Chemiker Dr. Philipp M. Grande
Quelle: Forschungszentrum Jülich

Der Chemiker Philipp M. Grande entwickelt neuartige Technologien zum Aufschluss der Pflanzen und zur weiteren Prozessierung der Pflanzenbestandteile in der Bioraffinerie. Ein wichtiges Ziel ist es, nachhaltige und sichere Lösungsmittel und Katalysatoren zu verwenden und einfache Recyclingschritte im Prozess zu ermöglichen. Das im Rahmen von AP3 weiterentwickelte OrganoCat-Verfahren ist sehr robust, mit bereits verfügbarer Prozesstechnik leicht umsetzbar und ermöglicht die Verwertung aller Pflanzenbestandteile. Im Verfahren wird die Hemizellulose in einer wässrigen Phase mit Hilfe eines sauren Katalysators selektiv abgebaut. Das dabei freiwerdende Lignin wird in eine zweite organische Phase extrahiert, während die Cellulose als fester Rückstand in der wässrigen Phase bleibt. Durch die direkte Trennung der drei Hauptkomponenten und die milden Reaktionsbedingungen bleiben die Makromoleküle im Vergleich zu anderen Prozessen weitgehend intakt und werden nicht zu unbrauchbaren Nebenprodukten abgebaut.

Am IBG-2 werden spezielle Technologien zur Vermessung von Pflanzen entwickelt.
Quelle: Forschungszentrum Jülich

Die chemischen Bestandteile der Pflanzen dienen als Ausgangsstoffe für die Herstellung neuer Chemikalien und Materialien. Besonders interessant ist dabei das Lignin der Pflanzen. Es ist chemisch sehr heterogen und deshalb schwierig zu verwerten. Im Projekt AP3 wurde der OrganoCat-Prozess so optimiert und verfeinert, dass Lignin nach Größe und Zusammensetzung aufgetrennt werden kann. Aus den verschiedenen Lignin-Fraktionen können nun unterschiedliche Chemikalien und Polymerbausteine hergestellt werden, wie z.B. Vanillin, Karbon-Fasern, Kunststoff- und Kraftstoffadditive, sowie Medikamente.

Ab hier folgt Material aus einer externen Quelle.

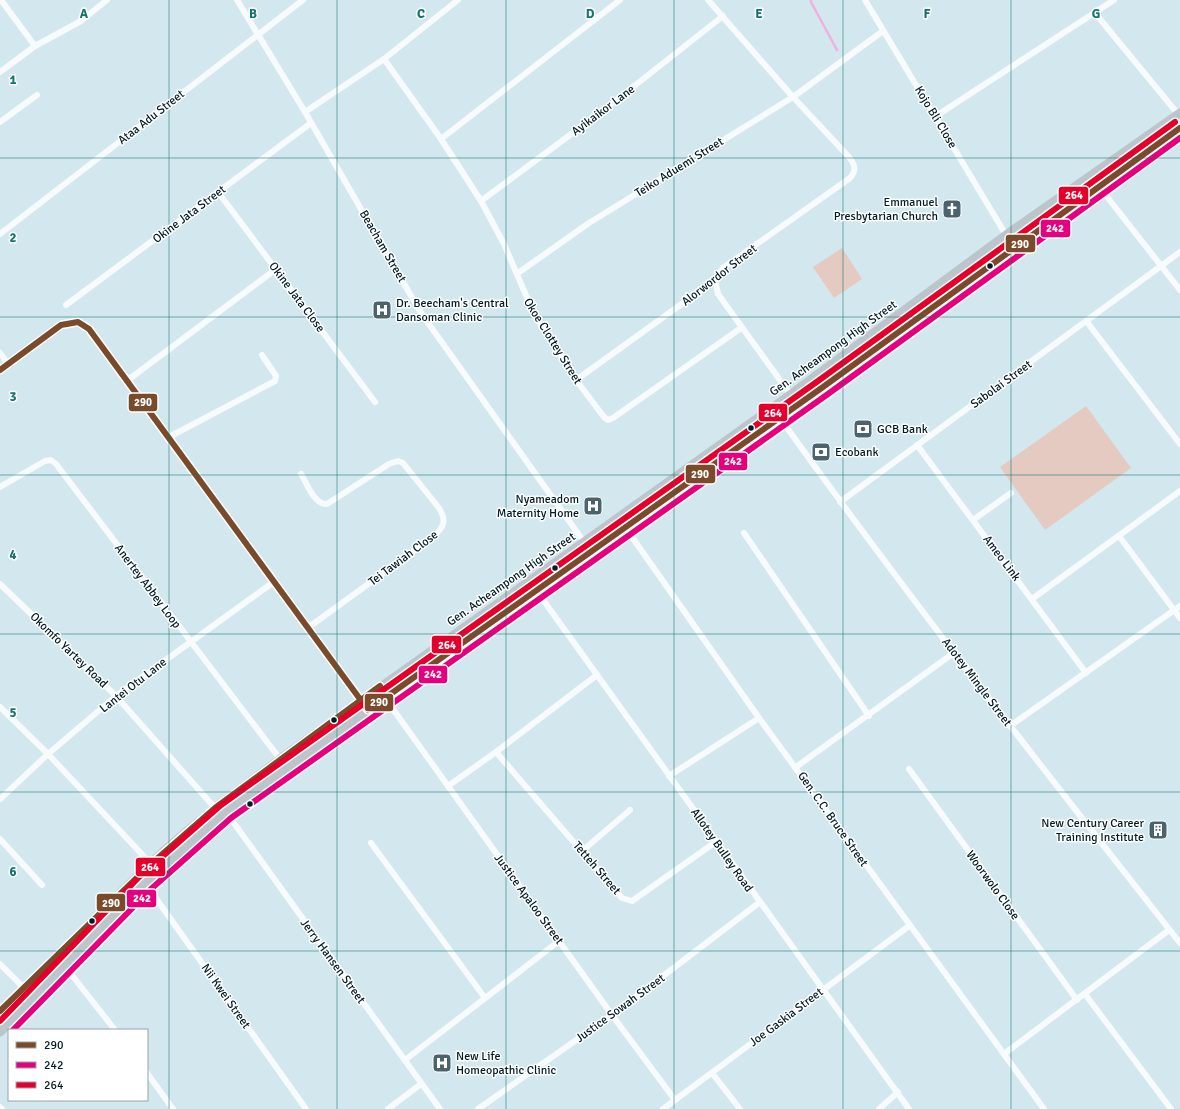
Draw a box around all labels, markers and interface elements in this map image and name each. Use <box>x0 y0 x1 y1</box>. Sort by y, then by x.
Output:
text: A <box>80 6 89 22</box>
text: B <box>249 6 257 22</box>
text: C <box>417 6 425 22</box>
text: D <box>586 6 595 22</box>
text: E <box>755 6 763 22</box>
text: F <box>924 6 931 22</box>
text: G <box>1092 6 1100 22</box>
text: 1 <box>9 72 17 88</box>
street label: Ayikaikor Lane <box>569 82 638 139</box>
street label: Kojo Bli Close <box>911 83 960 151</box>
street label: Ataa Adu Street <box>115 87 188 148</box>
street label: Teiko Aduemi Street <box>632 134 726 201</box>
street label: Okine Jata Street <box>150 182 229 247</box>
line badge: 264 <box>1058 186 1089 205</box>
text: 264 <box>1065 189 1083 202</box>
place label: Emmanuel Presbytarian Church <box>834 195 938 224</box>
church icon: Emmanuel Presbytarian Church <box>941 198 963 220</box>
street label: Beacham Street <box>356 207 409 285</box>
line badge: 242 <box>1040 219 1071 238</box>
text: 242 <box>1046 222 1064 235</box>
text: 2 <box>9 230 17 246</box>
line badge: 290 <box>1005 234 1036 253</box>
text: 290 <box>1011 238 1029 251</box>
street label: Alorwordor Street <box>679 241 760 309</box>
street label: Okine Jata Close <box>265 259 328 336</box>
unlabelled marker <box>985 261 995 271</box>
street label: Okoe Clottey Street <box>520 295 585 387</box>
place label: Dr. Beecham's Central Dansoman Clinic <box>396 296 509 325</box>
street label: Gen. Acheampong High Street <box>767 297 900 400</box>
hospital icon: Dr. Beecham's Central Dansoman Clinic <box>371 299 393 321</box>
street label: Sabolai Street <box>968 357 1035 412</box>
text: 3 <box>9 389 17 405</box>
line badge: 290 <box>128 393 158 412</box>
text: 290 <box>134 396 152 409</box>
line badge: 264 <box>758 403 788 422</box>
text: 264 <box>764 407 782 420</box>
bank icon: GCB Bank <box>852 418 874 440</box>
place label: GCB Bank <box>877 422 928 437</box>
unlabelled marker <box>746 423 756 433</box>
bank icon: Ecobank <box>810 441 832 463</box>
place label: Ecobank <box>835 445 878 460</box>
line badge: 242 <box>718 452 748 471</box>
text: 242 <box>724 455 742 468</box>
line badge: 290 <box>685 464 716 484</box>
text: 290 <box>691 468 709 481</box>
place label: Nyameadom Maternity Home <box>497 492 579 521</box>
hospital icon: Nyameadom Maternity Home <box>582 495 604 517</box>
street label: Tei Tawiah Close <box>366 527 441 589</box>
street label: Gen. Acheampong High Street <box>444 529 578 630</box>
street label: Ameo Link <box>979 532 1024 584</box>
street label: Anertey Abbey Loop <box>111 541 184 631</box>
text: 4 <box>9 547 17 563</box>
unlabelled marker <box>550 563 560 573</box>
street label: Okomfo Yartey Road <box>27 609 111 691</box>
line badge: 264 <box>431 635 462 654</box>
street label: Adotey Mingle Street <box>938 635 1015 730</box>
text: 264 <box>438 639 456 652</box>
street label: Lantei Otu Lane <box>97 655 170 716</box>
line badge: 242 <box>418 665 448 684</box>
text: 242 <box>424 668 442 681</box>
line badge: 290 <box>364 693 394 712</box>
text: 290 <box>370 696 388 709</box>
text: 5 <box>9 705 17 721</box>
unlabelled marker <box>329 715 339 725</box>
street label: Gen. C.C. Bruce Street <box>794 769 871 870</box>
unlabelled marker <box>245 799 255 809</box>
street label: Allotey Bulley Road <box>687 806 756 895</box>
place label: New Century Career Training Institute <box>1041 816 1145 845</box>
building icon: New Century Career Training Institute <box>1147 819 1169 841</box>
street label: Tetteh Street <box>569 839 624 898</box>
street label: Woorwolo Close <box>962 848 1023 923</box>
street label: Justice Apaloo Street <box>491 851 567 948</box>
line badge: 264 <box>135 857 166 877</box>
text: 264 <box>141 861 159 874</box>
text: 6 <box>9 864 17 880</box>
line badge: 242 <box>126 889 157 908</box>
text: 242 <box>133 892 151 905</box>
line badge: 290 <box>96 893 126 912</box>
text: 290 <box>102 897 120 910</box>
unlabelled marker <box>87 916 97 926</box>
street label: Jerry Hansen Street <box>297 916 368 1007</box>
street label: Nii Kwei Street <box>198 961 253 1032</box>
street label: Justice Sowah Street <box>573 971 668 1046</box>
street label: Joe Gaskia Street <box>746 985 826 1050</box>
legend <box>8 1029 148 1101</box>
text: 290 <box>44 1038 63 1053</box>
place label: New Life Homeopathic Clinic <box>456 1049 557 1078</box>
hospital icon: New Life Homeopathic Clinic <box>431 1052 453 1074</box>
text: 242 <box>44 1058 63 1073</box>
text: 264 <box>44 1078 64 1093</box>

About IBG-2 Pflanzenwissenschaften

Das IBG-2 entwickelt Lösungen für nachhaltiges, bio-basiertes Wirtschaften auf Basis von Pflanzen und pflanzlicher Biomasse. Wir erarbeiten innovative Konzepte und Technologien zur Vermessung von Pflanzen im Labor, Gewächshaus und Feld, und bringen in der Bioökonomie Natur- und Ingenieur-, Wirtschafts- und Geisteswissenschaften zusammen. Wir leben eine interdisziplinäre Denkweise, um drängende gesellschaftliche Probleme zu lösen. Im Bioeconomy Science Center forschen wir seit 10 J. multidisziplinär im Kompetenzverbund mit Partnern aus NRW. Im Strukturwandel erarbeiten wir gemeinsam mit der Region das „BioökonomieREVIER Rheinland“ die erste Modellregion für Bioökonomie.